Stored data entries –

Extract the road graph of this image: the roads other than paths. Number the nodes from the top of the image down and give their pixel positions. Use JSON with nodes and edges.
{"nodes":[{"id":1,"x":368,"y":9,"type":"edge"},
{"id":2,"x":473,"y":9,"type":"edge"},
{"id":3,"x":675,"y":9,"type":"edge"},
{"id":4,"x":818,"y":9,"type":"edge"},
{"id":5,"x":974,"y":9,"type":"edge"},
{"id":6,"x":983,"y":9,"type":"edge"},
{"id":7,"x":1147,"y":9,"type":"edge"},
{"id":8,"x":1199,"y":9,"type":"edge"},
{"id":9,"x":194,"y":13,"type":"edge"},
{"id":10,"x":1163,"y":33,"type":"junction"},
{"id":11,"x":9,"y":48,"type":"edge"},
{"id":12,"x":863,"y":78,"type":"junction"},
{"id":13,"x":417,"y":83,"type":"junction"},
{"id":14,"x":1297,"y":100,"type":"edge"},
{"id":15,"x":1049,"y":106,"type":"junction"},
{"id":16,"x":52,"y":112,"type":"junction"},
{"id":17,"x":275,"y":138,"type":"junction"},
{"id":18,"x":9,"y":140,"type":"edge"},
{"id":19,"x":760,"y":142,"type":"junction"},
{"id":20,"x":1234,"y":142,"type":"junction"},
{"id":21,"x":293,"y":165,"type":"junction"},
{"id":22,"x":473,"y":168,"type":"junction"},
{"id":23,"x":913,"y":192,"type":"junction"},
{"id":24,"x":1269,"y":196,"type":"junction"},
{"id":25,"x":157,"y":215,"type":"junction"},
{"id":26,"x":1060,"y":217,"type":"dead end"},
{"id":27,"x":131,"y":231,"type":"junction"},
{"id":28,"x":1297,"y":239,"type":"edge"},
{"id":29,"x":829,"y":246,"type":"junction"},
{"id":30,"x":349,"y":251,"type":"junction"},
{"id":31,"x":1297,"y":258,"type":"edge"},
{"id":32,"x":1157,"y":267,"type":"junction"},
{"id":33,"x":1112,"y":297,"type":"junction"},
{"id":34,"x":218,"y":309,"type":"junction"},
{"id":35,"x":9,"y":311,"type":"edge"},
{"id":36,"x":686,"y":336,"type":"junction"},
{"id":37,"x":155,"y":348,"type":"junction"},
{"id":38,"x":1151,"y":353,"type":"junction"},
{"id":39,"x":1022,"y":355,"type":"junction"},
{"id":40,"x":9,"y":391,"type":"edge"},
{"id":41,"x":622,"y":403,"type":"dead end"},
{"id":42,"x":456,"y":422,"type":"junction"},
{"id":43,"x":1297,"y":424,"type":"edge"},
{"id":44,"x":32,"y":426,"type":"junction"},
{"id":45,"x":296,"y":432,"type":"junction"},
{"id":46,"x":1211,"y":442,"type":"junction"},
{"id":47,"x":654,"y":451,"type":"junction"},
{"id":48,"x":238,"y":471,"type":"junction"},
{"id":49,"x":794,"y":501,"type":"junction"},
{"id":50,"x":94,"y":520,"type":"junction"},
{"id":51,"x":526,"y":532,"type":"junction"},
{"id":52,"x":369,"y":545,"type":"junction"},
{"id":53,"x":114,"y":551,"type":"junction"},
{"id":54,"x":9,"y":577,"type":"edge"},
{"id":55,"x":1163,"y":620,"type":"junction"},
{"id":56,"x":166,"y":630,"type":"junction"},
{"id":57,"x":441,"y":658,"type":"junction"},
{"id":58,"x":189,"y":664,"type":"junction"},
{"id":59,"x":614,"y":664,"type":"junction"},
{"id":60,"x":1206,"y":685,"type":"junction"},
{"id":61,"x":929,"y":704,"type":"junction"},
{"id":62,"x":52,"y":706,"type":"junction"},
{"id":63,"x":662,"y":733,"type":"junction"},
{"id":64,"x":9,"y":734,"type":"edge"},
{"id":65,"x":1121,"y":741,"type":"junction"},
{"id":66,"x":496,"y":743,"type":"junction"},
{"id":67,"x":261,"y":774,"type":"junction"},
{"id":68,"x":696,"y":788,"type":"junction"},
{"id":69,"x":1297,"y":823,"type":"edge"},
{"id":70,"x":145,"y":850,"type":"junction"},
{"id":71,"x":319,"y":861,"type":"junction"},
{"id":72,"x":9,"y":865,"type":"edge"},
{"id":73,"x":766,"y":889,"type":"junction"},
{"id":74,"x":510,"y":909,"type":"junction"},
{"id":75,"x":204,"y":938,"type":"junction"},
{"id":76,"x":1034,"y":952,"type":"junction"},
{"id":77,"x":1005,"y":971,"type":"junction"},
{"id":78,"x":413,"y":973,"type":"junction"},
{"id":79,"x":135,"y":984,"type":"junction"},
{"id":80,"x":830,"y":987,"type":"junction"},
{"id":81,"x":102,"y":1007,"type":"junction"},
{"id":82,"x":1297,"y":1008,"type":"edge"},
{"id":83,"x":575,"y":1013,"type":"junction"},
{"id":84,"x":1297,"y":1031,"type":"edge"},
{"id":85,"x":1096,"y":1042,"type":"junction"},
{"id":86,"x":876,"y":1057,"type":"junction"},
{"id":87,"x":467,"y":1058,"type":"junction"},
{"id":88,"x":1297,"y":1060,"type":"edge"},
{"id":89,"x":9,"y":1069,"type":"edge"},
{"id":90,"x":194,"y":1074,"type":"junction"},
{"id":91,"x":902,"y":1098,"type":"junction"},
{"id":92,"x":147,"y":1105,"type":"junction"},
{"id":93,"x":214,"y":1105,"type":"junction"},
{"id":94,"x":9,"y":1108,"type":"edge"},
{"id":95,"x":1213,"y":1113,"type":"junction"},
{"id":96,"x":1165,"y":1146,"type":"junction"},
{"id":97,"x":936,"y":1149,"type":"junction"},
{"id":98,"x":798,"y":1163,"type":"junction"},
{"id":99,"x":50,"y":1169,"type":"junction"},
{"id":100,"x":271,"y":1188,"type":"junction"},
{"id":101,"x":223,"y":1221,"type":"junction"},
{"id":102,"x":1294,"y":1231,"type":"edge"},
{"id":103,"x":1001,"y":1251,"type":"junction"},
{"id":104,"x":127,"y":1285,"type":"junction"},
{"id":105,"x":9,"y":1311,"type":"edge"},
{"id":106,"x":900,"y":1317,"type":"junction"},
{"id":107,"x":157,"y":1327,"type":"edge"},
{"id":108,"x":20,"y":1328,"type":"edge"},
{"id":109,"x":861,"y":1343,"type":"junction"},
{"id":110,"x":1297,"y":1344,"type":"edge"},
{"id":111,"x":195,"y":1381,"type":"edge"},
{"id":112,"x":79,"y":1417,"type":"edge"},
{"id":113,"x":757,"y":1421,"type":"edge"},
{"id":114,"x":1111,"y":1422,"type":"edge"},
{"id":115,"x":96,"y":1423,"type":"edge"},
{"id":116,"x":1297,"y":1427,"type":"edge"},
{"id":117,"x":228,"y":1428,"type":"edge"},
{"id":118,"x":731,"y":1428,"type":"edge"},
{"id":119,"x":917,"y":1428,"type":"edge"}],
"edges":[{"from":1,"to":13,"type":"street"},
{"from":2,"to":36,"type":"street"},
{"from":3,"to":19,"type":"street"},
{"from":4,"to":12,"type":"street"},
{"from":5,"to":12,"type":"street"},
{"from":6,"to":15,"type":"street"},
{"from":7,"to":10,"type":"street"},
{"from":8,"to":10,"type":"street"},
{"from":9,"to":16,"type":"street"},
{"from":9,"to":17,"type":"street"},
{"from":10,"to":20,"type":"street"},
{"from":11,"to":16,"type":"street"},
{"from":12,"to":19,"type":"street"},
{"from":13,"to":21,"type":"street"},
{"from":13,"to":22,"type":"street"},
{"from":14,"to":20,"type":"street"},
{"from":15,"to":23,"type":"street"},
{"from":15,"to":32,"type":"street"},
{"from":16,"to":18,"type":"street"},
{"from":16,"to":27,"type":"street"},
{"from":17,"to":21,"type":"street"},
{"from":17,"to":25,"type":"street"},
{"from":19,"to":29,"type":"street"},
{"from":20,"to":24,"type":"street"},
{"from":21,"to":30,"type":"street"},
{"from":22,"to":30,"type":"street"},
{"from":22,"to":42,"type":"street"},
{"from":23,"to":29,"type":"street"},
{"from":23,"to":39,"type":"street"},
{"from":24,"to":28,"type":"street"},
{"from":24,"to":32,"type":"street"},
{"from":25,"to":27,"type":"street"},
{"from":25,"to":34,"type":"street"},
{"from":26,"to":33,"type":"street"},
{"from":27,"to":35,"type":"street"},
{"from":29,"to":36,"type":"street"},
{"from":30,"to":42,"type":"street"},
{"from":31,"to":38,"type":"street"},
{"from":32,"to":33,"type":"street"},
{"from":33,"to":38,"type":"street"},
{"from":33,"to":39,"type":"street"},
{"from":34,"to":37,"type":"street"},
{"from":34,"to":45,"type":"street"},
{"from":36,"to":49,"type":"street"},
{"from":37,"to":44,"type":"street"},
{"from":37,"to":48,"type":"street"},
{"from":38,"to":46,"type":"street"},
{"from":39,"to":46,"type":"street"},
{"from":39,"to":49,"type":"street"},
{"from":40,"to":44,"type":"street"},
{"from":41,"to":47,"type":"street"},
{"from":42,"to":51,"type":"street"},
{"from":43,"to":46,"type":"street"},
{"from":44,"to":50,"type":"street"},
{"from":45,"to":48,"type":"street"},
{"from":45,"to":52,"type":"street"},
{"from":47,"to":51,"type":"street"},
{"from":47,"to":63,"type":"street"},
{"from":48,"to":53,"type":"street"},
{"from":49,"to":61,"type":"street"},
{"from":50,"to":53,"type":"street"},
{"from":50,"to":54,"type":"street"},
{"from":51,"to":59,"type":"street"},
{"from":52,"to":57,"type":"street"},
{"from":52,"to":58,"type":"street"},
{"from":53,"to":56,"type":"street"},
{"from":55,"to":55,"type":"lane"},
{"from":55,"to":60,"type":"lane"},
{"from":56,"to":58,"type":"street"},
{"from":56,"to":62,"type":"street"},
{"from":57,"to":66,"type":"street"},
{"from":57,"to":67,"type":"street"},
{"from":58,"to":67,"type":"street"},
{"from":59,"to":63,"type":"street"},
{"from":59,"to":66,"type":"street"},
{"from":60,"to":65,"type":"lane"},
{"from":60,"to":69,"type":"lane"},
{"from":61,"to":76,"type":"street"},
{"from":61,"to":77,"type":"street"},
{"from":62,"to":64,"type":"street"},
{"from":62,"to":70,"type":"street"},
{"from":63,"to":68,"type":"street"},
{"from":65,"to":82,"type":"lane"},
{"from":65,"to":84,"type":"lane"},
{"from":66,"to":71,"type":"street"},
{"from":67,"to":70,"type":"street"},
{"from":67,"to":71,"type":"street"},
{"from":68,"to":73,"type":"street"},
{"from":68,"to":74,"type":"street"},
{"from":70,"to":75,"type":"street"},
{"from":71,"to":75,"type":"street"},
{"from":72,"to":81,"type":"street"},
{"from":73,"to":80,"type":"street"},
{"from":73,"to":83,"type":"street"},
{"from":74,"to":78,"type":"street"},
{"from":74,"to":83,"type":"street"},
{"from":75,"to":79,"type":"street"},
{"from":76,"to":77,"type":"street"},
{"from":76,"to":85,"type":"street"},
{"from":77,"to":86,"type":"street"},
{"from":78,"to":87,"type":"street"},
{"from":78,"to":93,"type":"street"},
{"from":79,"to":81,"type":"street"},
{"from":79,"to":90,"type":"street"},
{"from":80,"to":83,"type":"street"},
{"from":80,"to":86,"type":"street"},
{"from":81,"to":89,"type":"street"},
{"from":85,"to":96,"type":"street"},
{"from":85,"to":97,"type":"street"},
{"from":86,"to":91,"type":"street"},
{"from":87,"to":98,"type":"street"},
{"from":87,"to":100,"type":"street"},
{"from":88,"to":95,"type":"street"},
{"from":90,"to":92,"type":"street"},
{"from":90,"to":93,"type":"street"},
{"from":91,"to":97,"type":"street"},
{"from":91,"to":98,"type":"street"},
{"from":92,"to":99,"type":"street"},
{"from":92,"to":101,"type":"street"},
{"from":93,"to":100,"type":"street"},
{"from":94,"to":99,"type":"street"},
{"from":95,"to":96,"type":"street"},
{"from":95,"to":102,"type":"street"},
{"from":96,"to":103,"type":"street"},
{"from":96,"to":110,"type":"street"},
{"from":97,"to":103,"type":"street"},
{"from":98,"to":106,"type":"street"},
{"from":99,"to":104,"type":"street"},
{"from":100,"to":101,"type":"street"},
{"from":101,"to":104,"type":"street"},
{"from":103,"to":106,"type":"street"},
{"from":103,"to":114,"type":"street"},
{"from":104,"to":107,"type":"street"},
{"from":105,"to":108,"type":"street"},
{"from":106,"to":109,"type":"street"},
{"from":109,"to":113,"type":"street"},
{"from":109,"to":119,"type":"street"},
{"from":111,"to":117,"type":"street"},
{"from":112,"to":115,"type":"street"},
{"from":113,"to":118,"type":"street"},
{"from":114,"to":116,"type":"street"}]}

Work required – Within the data above, how many lines contain the word "edges"? Write only the number.

Solution for this task – 2